Google, one of AI's biggest backers, warns own staff about chatbots
Friday, 16 June 2023
SAN FRANCISCO, June 15 (Reuters): Alphabet Inc is cautioning employees about how they use chatbots, including its own Bard, at the same time as it markets the programme around the world, four people familiar with the matter told Reuters.
The Google parent has advised employees not to enter its confidential materials into AI chatbots, the people said and the company confirmed, citing long-standing policy on safeguarding information.
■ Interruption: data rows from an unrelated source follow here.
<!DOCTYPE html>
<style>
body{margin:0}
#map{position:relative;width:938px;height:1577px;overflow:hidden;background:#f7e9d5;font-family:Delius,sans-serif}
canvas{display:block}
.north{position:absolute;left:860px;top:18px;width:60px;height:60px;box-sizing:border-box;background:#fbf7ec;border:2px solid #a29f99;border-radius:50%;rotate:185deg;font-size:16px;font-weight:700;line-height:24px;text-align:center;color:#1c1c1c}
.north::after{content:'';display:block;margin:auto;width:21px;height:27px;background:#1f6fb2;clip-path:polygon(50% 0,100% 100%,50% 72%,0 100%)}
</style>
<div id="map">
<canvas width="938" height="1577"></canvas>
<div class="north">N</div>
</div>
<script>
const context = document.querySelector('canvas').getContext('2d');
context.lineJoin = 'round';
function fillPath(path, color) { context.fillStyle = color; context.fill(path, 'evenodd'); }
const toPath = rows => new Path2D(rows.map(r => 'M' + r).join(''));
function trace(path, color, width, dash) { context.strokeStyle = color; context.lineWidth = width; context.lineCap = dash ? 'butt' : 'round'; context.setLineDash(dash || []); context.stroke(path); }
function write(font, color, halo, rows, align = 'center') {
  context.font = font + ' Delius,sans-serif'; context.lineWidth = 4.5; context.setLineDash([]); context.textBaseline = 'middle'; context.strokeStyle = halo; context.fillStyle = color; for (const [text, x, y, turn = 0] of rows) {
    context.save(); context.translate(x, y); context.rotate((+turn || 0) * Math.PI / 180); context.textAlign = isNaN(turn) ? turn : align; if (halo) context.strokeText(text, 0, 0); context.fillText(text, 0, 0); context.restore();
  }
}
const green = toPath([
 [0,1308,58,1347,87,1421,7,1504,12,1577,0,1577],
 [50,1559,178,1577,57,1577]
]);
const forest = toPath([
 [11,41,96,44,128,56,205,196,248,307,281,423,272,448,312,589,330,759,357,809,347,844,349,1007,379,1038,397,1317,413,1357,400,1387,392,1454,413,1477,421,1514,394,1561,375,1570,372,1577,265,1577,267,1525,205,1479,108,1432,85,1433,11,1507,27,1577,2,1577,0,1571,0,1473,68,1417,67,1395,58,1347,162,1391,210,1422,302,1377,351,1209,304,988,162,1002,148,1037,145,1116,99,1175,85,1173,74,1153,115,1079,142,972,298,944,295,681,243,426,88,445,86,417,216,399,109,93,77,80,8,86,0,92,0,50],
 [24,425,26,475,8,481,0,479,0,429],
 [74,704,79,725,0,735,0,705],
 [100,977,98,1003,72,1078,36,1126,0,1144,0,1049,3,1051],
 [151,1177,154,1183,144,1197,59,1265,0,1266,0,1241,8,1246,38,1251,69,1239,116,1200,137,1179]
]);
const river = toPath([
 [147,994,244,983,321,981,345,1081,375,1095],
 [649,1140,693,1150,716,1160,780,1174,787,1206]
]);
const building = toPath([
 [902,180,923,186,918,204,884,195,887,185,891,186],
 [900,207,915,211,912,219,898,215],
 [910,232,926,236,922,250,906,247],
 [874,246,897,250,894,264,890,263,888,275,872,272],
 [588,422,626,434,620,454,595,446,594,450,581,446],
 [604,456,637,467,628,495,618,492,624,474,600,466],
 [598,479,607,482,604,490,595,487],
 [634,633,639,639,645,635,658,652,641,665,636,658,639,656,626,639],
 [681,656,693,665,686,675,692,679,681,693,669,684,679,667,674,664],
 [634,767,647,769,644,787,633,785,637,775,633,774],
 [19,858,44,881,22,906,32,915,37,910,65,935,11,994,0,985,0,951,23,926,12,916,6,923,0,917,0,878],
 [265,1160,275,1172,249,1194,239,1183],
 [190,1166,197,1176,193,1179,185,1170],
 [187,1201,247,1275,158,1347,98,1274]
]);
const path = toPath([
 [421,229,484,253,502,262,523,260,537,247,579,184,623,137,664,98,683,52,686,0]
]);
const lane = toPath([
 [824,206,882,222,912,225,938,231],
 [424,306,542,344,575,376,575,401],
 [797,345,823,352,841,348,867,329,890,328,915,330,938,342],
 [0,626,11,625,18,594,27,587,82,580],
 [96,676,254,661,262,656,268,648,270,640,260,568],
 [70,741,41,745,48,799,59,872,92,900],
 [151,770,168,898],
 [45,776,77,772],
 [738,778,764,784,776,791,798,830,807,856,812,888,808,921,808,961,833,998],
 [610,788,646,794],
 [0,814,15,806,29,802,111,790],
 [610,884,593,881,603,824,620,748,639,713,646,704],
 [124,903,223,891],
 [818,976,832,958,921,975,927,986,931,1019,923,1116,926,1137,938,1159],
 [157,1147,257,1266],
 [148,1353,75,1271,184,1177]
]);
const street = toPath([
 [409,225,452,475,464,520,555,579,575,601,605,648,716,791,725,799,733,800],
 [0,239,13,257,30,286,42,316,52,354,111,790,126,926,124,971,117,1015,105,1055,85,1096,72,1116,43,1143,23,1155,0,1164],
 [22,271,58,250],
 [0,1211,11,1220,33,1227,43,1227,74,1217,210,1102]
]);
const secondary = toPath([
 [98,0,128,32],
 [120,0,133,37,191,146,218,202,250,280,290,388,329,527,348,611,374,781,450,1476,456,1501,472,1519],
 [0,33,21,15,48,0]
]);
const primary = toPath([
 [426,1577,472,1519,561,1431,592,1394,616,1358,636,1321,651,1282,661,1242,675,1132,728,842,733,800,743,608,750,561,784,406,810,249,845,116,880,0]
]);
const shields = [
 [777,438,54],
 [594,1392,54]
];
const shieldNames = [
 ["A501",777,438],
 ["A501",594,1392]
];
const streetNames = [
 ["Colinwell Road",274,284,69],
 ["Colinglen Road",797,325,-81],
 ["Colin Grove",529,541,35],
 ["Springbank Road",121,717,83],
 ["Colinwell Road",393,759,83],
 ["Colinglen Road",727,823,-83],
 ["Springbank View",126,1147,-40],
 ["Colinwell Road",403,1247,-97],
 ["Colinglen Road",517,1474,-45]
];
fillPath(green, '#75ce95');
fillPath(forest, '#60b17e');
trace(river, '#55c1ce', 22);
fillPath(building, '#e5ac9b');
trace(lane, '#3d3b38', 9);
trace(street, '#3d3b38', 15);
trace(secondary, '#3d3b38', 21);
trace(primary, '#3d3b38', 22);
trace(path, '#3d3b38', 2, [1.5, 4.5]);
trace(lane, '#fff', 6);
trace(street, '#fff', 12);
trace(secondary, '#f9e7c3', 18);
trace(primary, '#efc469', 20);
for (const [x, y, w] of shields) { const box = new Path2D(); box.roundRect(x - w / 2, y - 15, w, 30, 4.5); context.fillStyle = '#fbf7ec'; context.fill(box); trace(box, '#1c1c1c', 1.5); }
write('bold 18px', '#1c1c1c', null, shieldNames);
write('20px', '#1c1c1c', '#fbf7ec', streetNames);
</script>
The chatbots, among them Bard and ChatGPT, are human-sounding programs that use so-called generative artificial intelligence to hold conversations with users and answer myriad prompts. Human reviewers may read the chats, and researchers found that similar AI could reproduce the data it absorbed during training, creating a leak risk.
Alphabet also alerted its engineers to avoid direct use of computer code that chatbots can generate, some of the people said.
Asked for comment, the company said Bard can make undesired code suggestions, but it helps programmers nonetheless. Google also said it aimed to be transparent about the limitations of its technology.
The concerns show how Google wishes to avoid business harm from software it launched in competition with ChatGPT. At stake in Google's race against ChatGPT's backers OpenAI and Microsoft Corp are billions of dollars of investment and still untold advertising and cloud revenue from new AI programs.
Google's caution also reflects what's becoming a security standard for corporations, namely to warn personnel about using publicly-available chat programs.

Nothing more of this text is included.